-- AIM OF THE TASK --
Report back each line of the records that contains the string "nodes".

Records contained in a dataset:
──────────
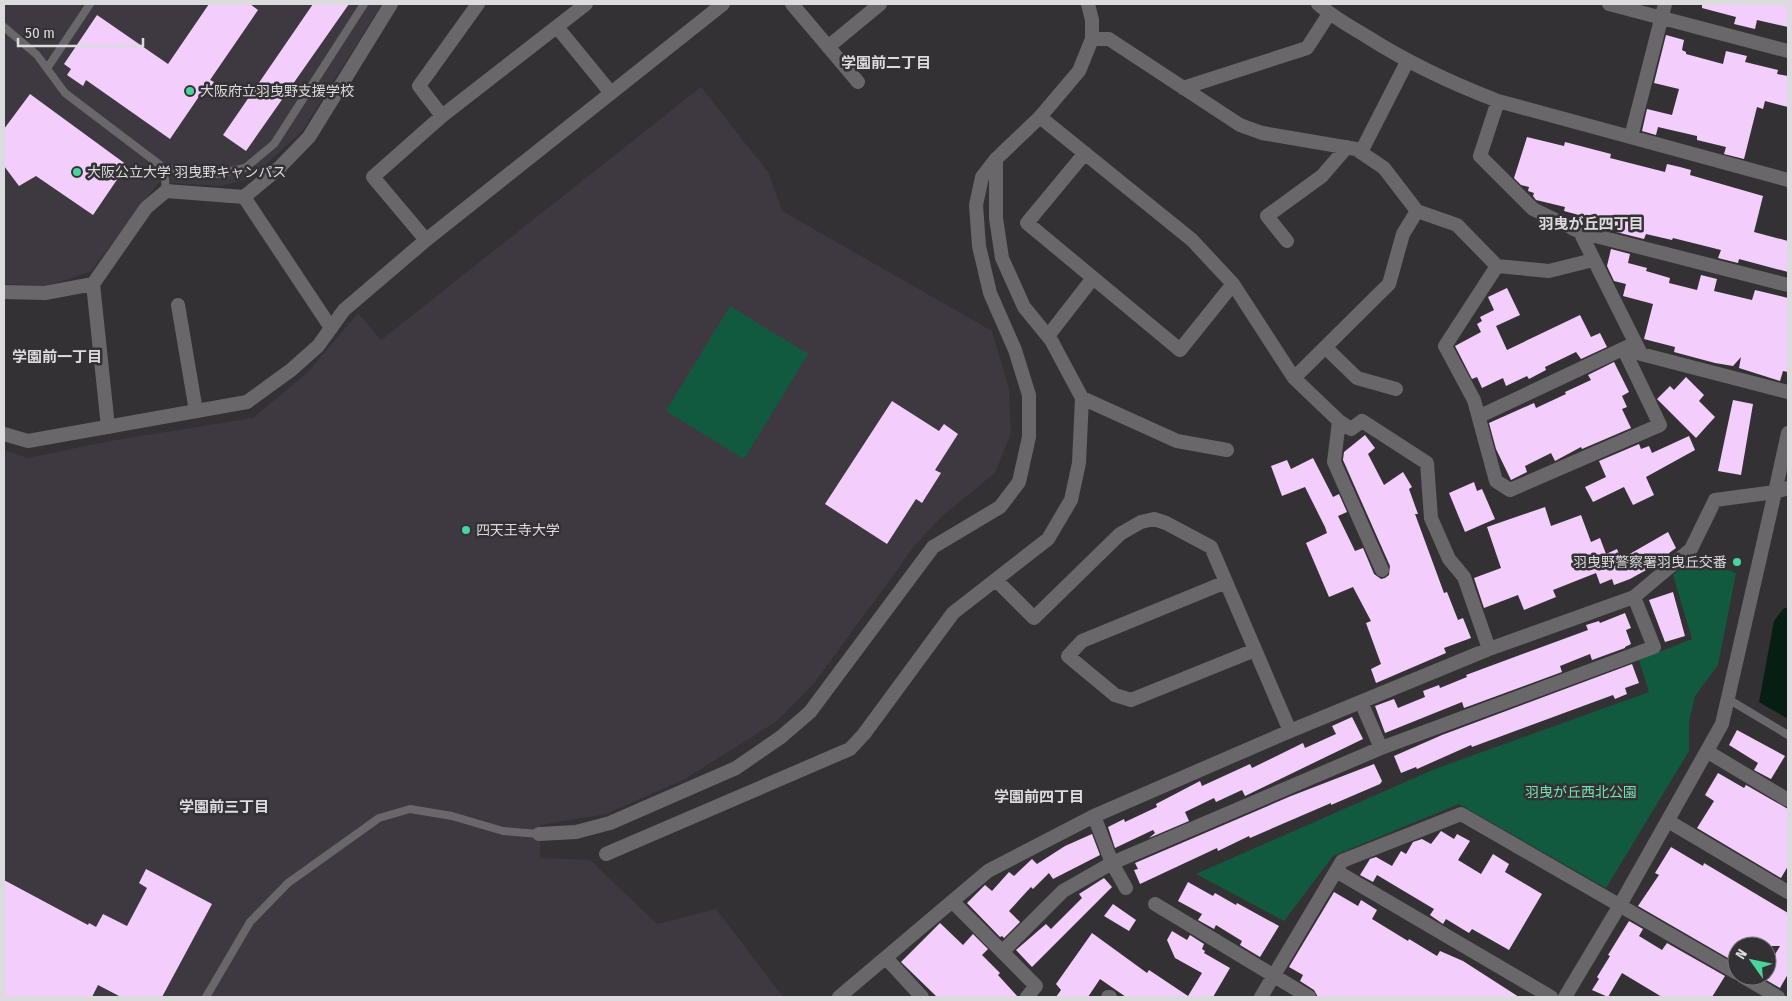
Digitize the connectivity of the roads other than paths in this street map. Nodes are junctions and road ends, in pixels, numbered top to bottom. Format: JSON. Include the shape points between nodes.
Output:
{"nodes":[{"id":1,"x":90,"y":4,"type":"edge"},
{"id":2,"x":364,"y":4,"type":"edge"},
{"id":3,"x":391,"y":4,"type":"edge"},
{"id":4,"x":478,"y":4,"type":"edge"},
{"id":5,"x":586,"y":4,"type":"edge"},
{"id":6,"x":723,"y":4,"type":"edge"},
{"id":7,"x":792,"y":4,"type":"edge"},
{"id":8,"x":880,"y":4,"type":"edge"},
{"id":9,"x":1088,"y":4,"type":"edge"},
{"id":10,"x":1318,"y":4,"type":"edge"},
{"id":11,"x":1609,"y":4,"type":"edge"},
{"id":12,"x":1663,"y":10,"type":"edge"},
{"id":13,"x":1330,"y":14,"type":"junction"},
{"id":14,"x":557,"y":27,"type":"junction"},
{"id":15,"x":4,"y":28,"type":"edge"},
{"id":16,"x":1092,"y":39,"type":"junction"},
{"id":17,"x":828,"y":47,"type":"junction"},
{"id":18,"x":1788,"y":51,"type":"edge"},
{"id":19,"x":1408,"y":62,"type":"junction"},
{"id":20,"x":48,"y":67,"type":"junction"},
{"id":21,"x":858,"y":82,"type":"dead end"},
{"id":22,"x":1183,"y":88,"type":"junction"},
{"id":23,"x":611,"y":93,"type":"junction"},
{"id":24,"x":1498,"y":100,"type":"junction"},
{"id":25,"x":442,"y":116,"type":"junction"},
{"id":26,"x":1040,"y":118,"type":"junction"},
{"id":27,"x":1631,"y":137,"type":"junction"},
{"id":28,"x":1347,"y":147,"type":"junction"},
{"id":29,"x":1361,"y":152,"type":"junction"},
{"id":30,"x":1085,"y":153,"type":"junction"},
{"id":31,"x":996,"y":159,"type":"junction"},
{"id":32,"x":164,"y":168,"type":"junction"},
{"id":33,"x":1788,"y":180,"type":"edge"},
{"id":34,"x":166,"y":191,"type":"junction"},
{"id":35,"x":244,"y":197,"type":"junction"},
{"id":36,"x":1417,"y":211,"type":"junction"},
{"id":37,"x":1580,"y":232,"type":"junction"},
{"id":38,"x":426,"y":240,"type":"junction"},
{"id":39,"x":1287,"y":241,"type":"dead end"},
{"id":40,"x":1593,"y":260,"type":"junction"},
{"id":41,"x":1496,"y":266,"type":"junction"},
{"id":42,"x":1093,"y":278,"type":"junction"},
{"id":43,"x":93,"y":284,"type":"junction"},
{"id":44,"x":1233,"y":284,"type":"junction"},
{"id":45,"x":1788,"y":285,"type":"edge"},
{"id":46,"x":4,"y":292,"type":"edge"},
{"id":47,"x":178,"y":305,"type":"dead end"},
{"id":48,"x":331,"y":328,"type":"junction"},
{"id":49,"x":1048,"y":336,"type":"junction"},
{"id":50,"x":1636,"y":342,"type":"junction"},
{"id":51,"x":1325,"y":347,"type":"junction"},
{"id":52,"x":1624,"y":350,"type":"junction"},
{"id":53,"x":1294,"y":378,"type":"junction"},
{"id":54,"x":1396,"y":389,"type":"dead end"},
{"id":55,"x":1788,"y":392,"type":"edge"},
{"id":56,"x":1082,"y":398,"type":"junction"},
{"id":57,"x":196,"y":411,"type":"junction"},
{"id":58,"x":1480,"y":416,"type":"junction"},
{"id":59,"x":1339,"y":421,"type":"junction"},
{"id":60,"x":108,"y":427,"type":"junction"},
{"id":61,"x":1788,"y":433,"type":"edge"},
{"id":62,"x":4,"y":434,"type":"edge"},
{"id":63,"x":1228,"y":450,"type":"dead end"},
{"id":64,"x":1781,"y":490,"type":"edge"},
{"id":65,"x":1382,"y":570,"type":"dead end"},
{"id":66,"x":997,"y":581,"type":"junction"},
{"id":67,"x":1226,"y":582,"type":"junction"},
{"id":68,"x":1634,"y":597,"type":"junction"},
{"id":69,"x":1488,"y":649,"type":"junction"},
{"id":70,"x":1255,"y":650,"type":"junction"},
{"id":71,"x":1728,"y":699,"type":"junction"},
{"id":72,"x":1361,"y":702,"type":"junction"},
{"id":73,"x":1290,"y":731,"type":"junction"},
{"id":74,"x":1788,"y":735,"type":"edge"},
{"id":75,"x":1381,"y":748,"type":"junction"},
{"id":76,"x":1708,"y":752,"type":"junction"},
{"id":77,"x":1788,"y":800,"type":"edge"},
{"id":78,"x":1094,"y":816,"type":"junction"},
{"id":79,"x":1668,"y":821,"type":"junction"},
{"id":80,"x":539,"y":834,"type":"joint"},
{"id":81,"x":606,"y":854,"type":"dead end"},
{"id":82,"x":1112,"y":863,"type":"junction"},
{"id":83,"x":1336,"y":871,"type":"junction"},
{"id":84,"x":1126,"y":888,"type":"dead end"},
{"id":85,"x":1788,"y":892,"type":"edge"},
{"id":86,"x":952,"y":902,"type":"junction"},
{"id":87,"x":1155,"y":904,"type":"dead end"},
{"id":88,"x":1620,"y":905,"type":"junction"},
{"id":89,"x":1002,"y":952,"type":"junction"},
{"id":90,"x":886,"y":958,"type":"junction"},
{"id":91,"x":1727,"y":967,"type":"edge"},
{"id":92,"x":1274,"y":976,"type":"junction"},
{"id":93,"x":1759,"y":986,"type":"edge"},
{"id":94,"x":206,"y":997,"type":"edge"},
{"id":95,"x":839,"y":997,"type":"edge"},
{"id":96,"x":922,"y":997,"type":"edge"},
{"id":97,"x":1027,"y":997,"type":"edge"},
{"id":98,"x":1261,"y":997,"type":"edge"},
{"id":99,"x":1309,"y":997,"type":"edge"},
{"id":100,"x":1551,"y":997,"type":"edge"},
{"id":101,"x":1565,"y":997,"type":"edge"},
{"id":102,"x":1778,"y":997,"type":"edge"}],
"edges":[{"from":1,"to":20,"type":"lane"},
{"from":2,"to":32,"type":"lane","via":[[274,144],[245,168],[216,174]]},
{"from":3,"to":35,"type":"street","via":[[309,137],[280,168]]},
{"from":4,"to":25,"type":"street","via":[[419,86]]},
{"from":5,"to":14,"type":"street"},
{"from":6,"to":23,"type":"street"},
{"from":7,"to":17,"type":"street"},
{"from":8,"to":17,"type":"street"},
{"from":9,"to":16,"type":"street"},
{"from":10,"to":13,"type":"street"},
{"from":11,"to":12,"type":"street"},
{"from":12,"to":18,"type":"street"},
{"from":12,"to":27,"type":"street"},
{"from":13,"to":19,"type":"street"},
{"from":13,"to":22,"type":"street","via":[[1307,48]]},
{"from":14,"to":23,"type":"street"},
{"from":14,"to":25,"type":"street"},
{"from":15,"to":20,"type":"lane"},
{"from":16,"to":22,"type":"street","via":[[1109,39]]},
{"from":16,"to":26,"type":"street","via":[[1079,71]]},
{"from":17,"to":21,"type":"street"},
{"from":19,"to":24,"type":"street"},
{"from":19,"to":29,"type":"street"},
{"from":20,"to":32,"type":"lane","via":[[65,93]]},
{"from":22,"to":28,"type":"street","via":[[1240,125],[1262,133]]},
{"from":23,"to":38,"type":"street"},
{"from":24,"to":27,"type":"street"},
{"from":24,"to":37,"type":"street","via":[[1480,156],[1533,209]]},
{"from":25,"to":38,"type":"street","via":[[373,177]]},
{"from":26,"to":30,"type":"street"},
{"from":26,"to":31,"type":"street"},
{"from":27,"to":33,"type":"street"},
{"from":28,"to":29,"type":"street"},
{"from":28,"to":39,"type":"street","via":[[1322,176],[1267,216]]},
{"from":29,"to":36,"type":"street","via":[[1384,168]]},
{"from":30,"to":42,"type":"street","via":[[1027,223]]},
{"from":30,"to":44,"type":"street","via":[[1192,240]]},
{"from":31,"to":49,"type":"street","via":[[996,218],[1002,258],[1024,307]]},
{"from":31,"to":80,"type":"street","via":[[982,177],[976,205],[979,246],[990,293],[1015,350],[1029,395],[1029,436],[1019,482],[1000,507],[933,547],[810,712],[781,737],[736,768],[610,823],[576,832]]},
{"from":32,"to":34,"type":"lane"},
{"from":34,"to":35,"type":"street"},
{"from":34,"to":43,"type":"street","via":[[146,208]]},
{"from":35,"to":48,"type":"street"},
{"from":36,"to":41,"type":"street","via":[[1456,225]]},
{"from":36,"to":51,"type":"street","via":[[1403,234],[1389,284]]},
{"from":37,"to":40,"type":"street"},
{"from":37,"to":45,"type":"street"},
{"from":38,"to":48,"type":"street","via":[[344,310]]},
{"from":40,"to":41,"type":"street","via":[[1549,271]]},
{"from":40,"to":50,"type":"street"},
{"from":41,"to":58,"type":"street","via":[[1445,346]]},
{"from":42,"to":44,"type":"street","via":[[1180,350]]},
{"from":42,"to":49,"type":"street"},
{"from":43,"to":46,"type":"street","via":[[45,292]]},
{"from":43,"to":60,"type":"street"},
{"from":44,"to":53,"type":"street"},
{"from":47,"to":57,"type":"street"},
{"from":48,"to":57,"type":"street","via":[[318,346],[291,370],[247,402]]},
{"from":49,"to":56,"type":"street"},
{"from":50,"to":52,"type":"street"},
{"from":50,"to":55,"type":"street","via":[[1641,354]]},
{"from":51,"to":53,"type":"street"},
{"from":51,"to":54,"type":"street","via":[[1357,378]]},
{"from":52,"to":58,"type":"street"},
{"from":52,"to":58,"type":"street","via":[[1660,425],[1510,490],[1496,481]]},
{"from":53,"to":59,"type":"street"},
{"from":56,"to":63,"type":"street","via":[[1177,441]]},
{"from":56,"to":66,"type":"street","via":[[1079,463],[1071,500],[1048,539]]},
{"from":57,"to":60,"type":"street"},
{"from":59,"to":65,"type":"street","via":[[1334,462]]},
{"from":59,"to":69,"type":"street","via":[[1351,429],[1362,420],[1427,463],[1431,518],[1449,559],[1464,577]]},
{"from":60,"to":62,"type":"street","via":[[28,441]]},
{"from":61,"to":64,"type":"street"},
{"from":64,"to":68,"type":"street","via":[[1715,500],[1690,549]]},
{"from":64,"to":71,"type":"street"},
{"from":66,"to":67,"type":"street","via":[[1034,618],[1120,534],[1141,522],[1154,519],[1211,547]]},
{"from":66,"to":81,"type":"street","via":[[953,613],[850,749]]},
{"from":67,"to":70,"type":"street"},
{"from":67,"to":70,"type":"street","via":[[1082,641],[1068,656],[1115,695],[1131,700]]},
{"from":68,"to":69,"type":"street"},
{"from":68,"to":75,"type":"street","via":[[1654,647]]},
{"from":69,"to":72,"type":"street"},
{"from":70,"to":73,"type":"street"},
{"from":71,"to":74,"type":"lane"},
{"from":71,"to":76,"type":"street","via":[[1722,724]]},
{"from":72,"to":73,"type":"street"},
{"from":72,"to":75,"type":"street"},
{"from":73,"to":78,"type":"street"},
{"from":75,"to":82,"type":"street"},
{"from":76,"to":77,"type":"street"},
{"from":76,"to":79,"type":"street"},
{"from":78,"to":82,"type":"street"},
{"from":78,"to":86,"type":"street","via":[[988,871]]},
{"from":79,"to":85,"type":"street"},
{"from":79,"to":88,"type":"street"},
{"from":80,"to":94,"type":"lane","via":[[503,831],[452,816],[410,810],[379,818],[288,883],[250,922]]},
{"from":82,"to":84,"type":"street"},
{"from":82,"to":89,"type":"street","via":[[1063,891]]},
{"from":83,"to":88,"type":"street","via":[[1342,861],[1461,814]]},
{"from":83,"to":92,"type":"street"},
{"from":83,"to":100,"type":"street"},
{"from":86,"to":89,"type":"street"},
{"from":86,"to":90,"type":"street"},
{"from":87,"to":92,"type":"street"},
{"from":88,"to":91,"type":"street"},
{"from":88,"to":101,"type":"street"},
{"from":89,"to":97,"type":"street","via":[[1036,986]]},
{"from":90,"to":95,"type":"street"},
{"from":90,"to":96,"type":"street"},
{"from":92,"to":98,"type":"street"},
{"from":92,"to":99,"type":"street"},
{"from":93,"to":102,"type":"street"}]}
──────────
-- PROBLEM SOLUTION --
Digitize the connectivity of the roads other than paths in this street map. Nodes are junctions and road ends, in pixels, numbered top to bottom. Format: JSON. Include the shape points between nodes.
{"nodes":[{"id":1,"x":90,"y":4,"type":"edge"},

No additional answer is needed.